* [What the task asks]
Only the lines with "edge" in the entries below belong in the answer; please copy them.

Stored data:
******

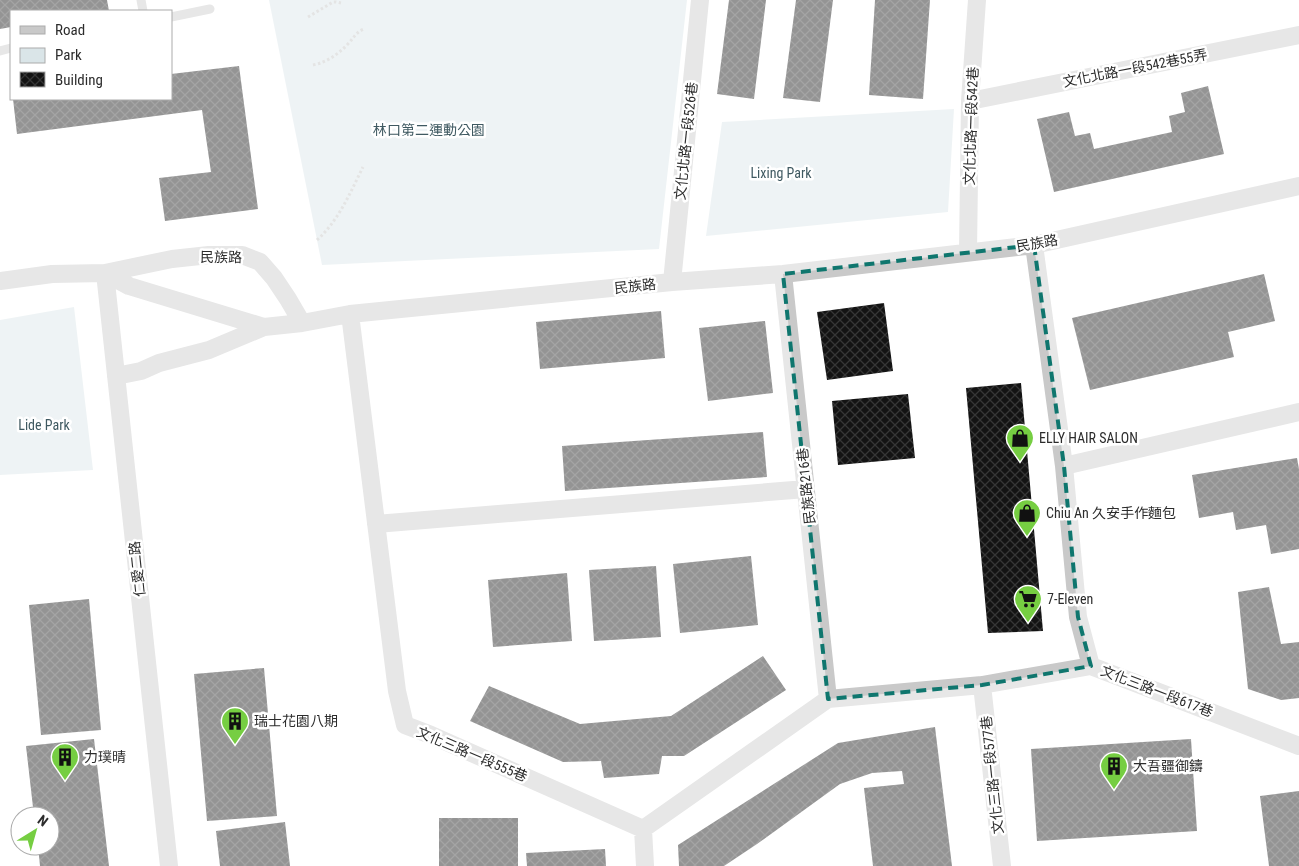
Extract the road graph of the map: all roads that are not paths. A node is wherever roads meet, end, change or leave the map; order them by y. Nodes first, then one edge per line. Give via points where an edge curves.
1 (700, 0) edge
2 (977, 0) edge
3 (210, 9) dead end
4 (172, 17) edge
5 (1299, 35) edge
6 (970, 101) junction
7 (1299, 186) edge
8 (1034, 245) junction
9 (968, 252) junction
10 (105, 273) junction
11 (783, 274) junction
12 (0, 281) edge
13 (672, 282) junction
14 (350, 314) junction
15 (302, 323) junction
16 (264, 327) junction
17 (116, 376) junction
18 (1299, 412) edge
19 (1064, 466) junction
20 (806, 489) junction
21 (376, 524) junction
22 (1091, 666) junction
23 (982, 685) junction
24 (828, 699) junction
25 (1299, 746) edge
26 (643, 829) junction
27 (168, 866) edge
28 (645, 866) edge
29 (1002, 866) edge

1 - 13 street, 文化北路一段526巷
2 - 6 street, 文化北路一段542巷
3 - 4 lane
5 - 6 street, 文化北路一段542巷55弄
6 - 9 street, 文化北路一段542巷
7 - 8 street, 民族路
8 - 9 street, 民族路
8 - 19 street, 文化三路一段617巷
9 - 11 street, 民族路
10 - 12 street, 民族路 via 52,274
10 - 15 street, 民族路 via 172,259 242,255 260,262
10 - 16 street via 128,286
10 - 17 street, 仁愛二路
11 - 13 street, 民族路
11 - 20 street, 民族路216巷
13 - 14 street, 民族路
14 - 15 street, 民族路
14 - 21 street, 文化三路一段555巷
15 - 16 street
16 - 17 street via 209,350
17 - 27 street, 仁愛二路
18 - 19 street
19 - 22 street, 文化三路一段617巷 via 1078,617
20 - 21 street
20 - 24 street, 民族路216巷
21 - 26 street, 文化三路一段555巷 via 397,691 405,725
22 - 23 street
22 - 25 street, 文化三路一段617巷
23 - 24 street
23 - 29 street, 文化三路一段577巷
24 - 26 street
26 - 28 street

******

* [Task solution]
Extract the road graph of the map: all roads that are not paths. A node is wherever roads meet, end, change or leave the map; order them by y. Nodes first, then one edge per line. Give via points where an edge curves.
1 (700, 0) edge
2 (977, 0) edge
4 (172, 17) edge
5 (1299, 35) edge
7 (1299, 186) edge
12 (0, 281) edge
18 (1299, 412) edge
25 (1299, 746) edge
27 (168, 866) edge
28 (645, 866) edge
29 (1002, 866) edge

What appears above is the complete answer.